[WHAT THIS TASK INVOLVES]: Within the records below, find each line with the word "McKellips" and copy it out.
---------- DATA TO PROCESS
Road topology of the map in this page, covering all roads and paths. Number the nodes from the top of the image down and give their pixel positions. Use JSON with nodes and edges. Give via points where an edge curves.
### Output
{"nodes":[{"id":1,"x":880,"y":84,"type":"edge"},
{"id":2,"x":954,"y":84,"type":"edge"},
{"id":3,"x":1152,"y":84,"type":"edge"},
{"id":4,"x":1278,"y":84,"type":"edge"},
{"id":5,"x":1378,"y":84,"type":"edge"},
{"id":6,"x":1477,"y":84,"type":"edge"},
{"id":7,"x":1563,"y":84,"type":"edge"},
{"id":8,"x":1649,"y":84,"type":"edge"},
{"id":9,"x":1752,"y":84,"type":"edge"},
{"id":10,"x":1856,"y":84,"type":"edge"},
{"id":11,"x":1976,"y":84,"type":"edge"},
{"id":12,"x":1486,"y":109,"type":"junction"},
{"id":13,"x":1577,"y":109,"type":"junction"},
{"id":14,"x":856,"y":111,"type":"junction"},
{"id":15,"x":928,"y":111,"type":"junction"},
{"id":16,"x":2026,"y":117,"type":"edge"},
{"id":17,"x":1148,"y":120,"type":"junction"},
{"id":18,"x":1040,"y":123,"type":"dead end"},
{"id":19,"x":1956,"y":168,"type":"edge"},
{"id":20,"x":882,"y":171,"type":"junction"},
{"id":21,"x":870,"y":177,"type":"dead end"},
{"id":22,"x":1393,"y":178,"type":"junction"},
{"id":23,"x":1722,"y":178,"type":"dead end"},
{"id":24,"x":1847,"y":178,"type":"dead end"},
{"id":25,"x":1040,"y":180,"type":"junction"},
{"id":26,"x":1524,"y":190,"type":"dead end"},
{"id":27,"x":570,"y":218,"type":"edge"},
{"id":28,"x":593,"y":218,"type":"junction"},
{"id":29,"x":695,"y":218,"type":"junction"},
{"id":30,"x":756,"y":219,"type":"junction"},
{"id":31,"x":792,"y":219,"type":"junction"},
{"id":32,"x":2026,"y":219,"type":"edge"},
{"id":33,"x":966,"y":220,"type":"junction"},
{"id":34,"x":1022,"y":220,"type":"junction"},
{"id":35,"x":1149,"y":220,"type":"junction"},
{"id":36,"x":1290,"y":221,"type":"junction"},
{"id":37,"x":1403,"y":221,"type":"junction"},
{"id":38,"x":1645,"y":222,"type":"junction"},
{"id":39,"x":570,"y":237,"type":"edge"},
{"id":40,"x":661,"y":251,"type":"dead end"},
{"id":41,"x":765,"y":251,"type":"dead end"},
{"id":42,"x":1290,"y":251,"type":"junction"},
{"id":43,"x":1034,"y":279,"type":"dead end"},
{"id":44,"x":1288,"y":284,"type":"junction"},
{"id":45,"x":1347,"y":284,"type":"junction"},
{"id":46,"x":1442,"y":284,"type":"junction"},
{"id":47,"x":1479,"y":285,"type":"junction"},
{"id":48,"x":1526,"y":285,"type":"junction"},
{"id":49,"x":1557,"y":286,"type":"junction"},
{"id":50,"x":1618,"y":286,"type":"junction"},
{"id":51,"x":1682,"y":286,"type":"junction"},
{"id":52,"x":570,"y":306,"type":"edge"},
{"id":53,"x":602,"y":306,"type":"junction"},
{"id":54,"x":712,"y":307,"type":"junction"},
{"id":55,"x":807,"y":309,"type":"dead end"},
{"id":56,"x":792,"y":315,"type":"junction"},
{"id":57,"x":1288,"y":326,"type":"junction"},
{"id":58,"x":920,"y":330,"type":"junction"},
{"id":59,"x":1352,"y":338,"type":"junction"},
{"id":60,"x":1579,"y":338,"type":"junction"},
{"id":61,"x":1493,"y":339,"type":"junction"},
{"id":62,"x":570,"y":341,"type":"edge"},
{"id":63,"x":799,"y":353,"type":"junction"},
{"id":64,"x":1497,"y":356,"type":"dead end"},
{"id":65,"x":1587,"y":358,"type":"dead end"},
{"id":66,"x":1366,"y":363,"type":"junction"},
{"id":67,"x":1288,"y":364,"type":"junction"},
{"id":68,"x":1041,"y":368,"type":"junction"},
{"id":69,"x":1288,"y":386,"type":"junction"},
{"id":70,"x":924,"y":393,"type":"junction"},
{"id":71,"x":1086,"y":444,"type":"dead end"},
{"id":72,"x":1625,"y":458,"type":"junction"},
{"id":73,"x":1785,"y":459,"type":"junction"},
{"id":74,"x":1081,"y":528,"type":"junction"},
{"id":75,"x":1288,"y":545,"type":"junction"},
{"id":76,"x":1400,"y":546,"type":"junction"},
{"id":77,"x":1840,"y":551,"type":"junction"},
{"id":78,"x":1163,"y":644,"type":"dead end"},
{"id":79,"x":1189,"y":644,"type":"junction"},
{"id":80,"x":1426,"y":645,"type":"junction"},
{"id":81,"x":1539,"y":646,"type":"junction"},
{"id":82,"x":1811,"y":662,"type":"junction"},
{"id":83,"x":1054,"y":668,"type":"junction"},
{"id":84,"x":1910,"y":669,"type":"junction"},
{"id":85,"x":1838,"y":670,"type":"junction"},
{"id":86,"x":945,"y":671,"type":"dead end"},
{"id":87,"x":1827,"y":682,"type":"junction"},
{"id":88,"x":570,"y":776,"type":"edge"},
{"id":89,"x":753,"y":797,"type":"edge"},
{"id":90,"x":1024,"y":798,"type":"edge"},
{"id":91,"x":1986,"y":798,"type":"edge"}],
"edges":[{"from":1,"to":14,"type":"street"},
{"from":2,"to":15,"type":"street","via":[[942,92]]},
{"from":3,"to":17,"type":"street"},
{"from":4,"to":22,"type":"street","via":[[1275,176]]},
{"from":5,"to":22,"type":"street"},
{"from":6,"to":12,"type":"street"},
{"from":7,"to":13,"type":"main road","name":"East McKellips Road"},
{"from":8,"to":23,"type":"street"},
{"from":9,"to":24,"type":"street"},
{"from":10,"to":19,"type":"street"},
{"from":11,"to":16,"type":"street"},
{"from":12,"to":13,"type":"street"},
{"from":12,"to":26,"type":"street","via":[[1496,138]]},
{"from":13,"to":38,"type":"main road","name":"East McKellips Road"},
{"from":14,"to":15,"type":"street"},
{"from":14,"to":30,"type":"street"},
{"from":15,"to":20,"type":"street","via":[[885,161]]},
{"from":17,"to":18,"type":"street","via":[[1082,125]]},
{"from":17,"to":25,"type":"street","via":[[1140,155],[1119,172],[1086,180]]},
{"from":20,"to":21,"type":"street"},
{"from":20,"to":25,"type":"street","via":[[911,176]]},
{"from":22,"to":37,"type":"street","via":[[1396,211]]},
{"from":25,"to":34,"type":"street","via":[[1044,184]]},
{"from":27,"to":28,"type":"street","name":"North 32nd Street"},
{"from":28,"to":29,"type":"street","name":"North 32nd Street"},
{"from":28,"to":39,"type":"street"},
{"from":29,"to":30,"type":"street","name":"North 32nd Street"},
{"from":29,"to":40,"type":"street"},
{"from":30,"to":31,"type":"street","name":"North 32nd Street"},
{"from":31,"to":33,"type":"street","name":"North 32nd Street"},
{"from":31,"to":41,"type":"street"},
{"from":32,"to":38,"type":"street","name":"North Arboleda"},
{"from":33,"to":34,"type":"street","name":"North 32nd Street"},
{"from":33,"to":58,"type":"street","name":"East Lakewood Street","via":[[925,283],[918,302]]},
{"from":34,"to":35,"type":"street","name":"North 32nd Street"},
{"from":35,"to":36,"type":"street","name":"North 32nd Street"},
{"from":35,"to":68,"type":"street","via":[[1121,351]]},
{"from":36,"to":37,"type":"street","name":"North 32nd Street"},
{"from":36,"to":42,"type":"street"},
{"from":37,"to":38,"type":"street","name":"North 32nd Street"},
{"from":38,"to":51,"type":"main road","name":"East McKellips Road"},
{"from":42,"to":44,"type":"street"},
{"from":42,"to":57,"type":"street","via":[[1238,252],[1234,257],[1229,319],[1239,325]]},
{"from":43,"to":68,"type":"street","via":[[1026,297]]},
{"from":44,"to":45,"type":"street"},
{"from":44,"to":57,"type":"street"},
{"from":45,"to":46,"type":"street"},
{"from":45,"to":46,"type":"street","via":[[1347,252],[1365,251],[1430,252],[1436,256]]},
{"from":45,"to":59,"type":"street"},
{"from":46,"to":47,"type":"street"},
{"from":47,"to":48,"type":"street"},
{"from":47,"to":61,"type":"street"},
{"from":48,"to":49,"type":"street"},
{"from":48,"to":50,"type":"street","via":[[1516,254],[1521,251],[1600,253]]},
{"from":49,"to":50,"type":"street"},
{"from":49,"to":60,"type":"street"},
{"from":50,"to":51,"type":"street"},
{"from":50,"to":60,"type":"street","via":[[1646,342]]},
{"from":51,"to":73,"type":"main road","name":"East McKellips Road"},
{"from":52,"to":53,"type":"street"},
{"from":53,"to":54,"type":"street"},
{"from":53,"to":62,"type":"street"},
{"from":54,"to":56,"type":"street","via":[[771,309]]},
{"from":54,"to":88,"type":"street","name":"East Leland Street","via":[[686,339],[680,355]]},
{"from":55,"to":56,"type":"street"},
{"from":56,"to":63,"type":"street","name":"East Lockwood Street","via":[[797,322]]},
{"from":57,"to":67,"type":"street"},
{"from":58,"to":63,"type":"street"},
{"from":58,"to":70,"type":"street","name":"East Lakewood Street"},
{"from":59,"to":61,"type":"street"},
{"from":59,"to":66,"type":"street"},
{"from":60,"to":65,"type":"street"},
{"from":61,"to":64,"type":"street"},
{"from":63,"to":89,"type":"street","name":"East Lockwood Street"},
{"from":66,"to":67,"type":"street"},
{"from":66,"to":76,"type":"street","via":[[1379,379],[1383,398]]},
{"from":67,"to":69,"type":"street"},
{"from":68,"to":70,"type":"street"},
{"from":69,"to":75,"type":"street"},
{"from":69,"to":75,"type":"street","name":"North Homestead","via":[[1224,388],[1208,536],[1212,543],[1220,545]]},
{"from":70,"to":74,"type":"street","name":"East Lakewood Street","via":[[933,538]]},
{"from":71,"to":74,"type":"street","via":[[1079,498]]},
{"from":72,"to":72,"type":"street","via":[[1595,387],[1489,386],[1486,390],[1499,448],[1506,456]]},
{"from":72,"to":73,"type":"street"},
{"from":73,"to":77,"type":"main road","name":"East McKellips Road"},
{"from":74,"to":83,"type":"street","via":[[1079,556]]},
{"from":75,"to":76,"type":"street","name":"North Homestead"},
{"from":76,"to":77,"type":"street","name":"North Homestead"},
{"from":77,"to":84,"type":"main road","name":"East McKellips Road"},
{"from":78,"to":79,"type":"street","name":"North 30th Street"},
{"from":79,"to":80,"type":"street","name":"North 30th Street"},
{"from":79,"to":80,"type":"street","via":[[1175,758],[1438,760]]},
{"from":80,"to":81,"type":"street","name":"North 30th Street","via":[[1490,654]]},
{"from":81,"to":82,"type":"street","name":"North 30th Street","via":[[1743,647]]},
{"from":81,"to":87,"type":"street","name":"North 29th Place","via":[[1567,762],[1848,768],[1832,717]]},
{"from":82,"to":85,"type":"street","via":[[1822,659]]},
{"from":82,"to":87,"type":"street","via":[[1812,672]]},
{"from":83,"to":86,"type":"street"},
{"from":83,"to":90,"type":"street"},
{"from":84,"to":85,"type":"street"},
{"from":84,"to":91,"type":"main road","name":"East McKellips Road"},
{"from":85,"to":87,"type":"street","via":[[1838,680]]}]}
--------------------
[TASK ANSWER]:
{"from":7,"to":13,"type":"main road","name":"East McKellips Road"},
{"from":13,"to":38,"type":"main road","name":"East McKellips Road"},
{"from":38,"to":51,"type":"main road","name":"East McKellips Road"},
{"from":51,"to":73,"type":"main road","name":"East McKellips Road"},
{"from":73,"to":77,"type":"main road","name":"East McKellips Road"},
{"from":77,"to":84,"type":"main road","name":"East McKellips Road"},
{"from":84,"to":91,"type":"main road","name":"East McKellips Road"},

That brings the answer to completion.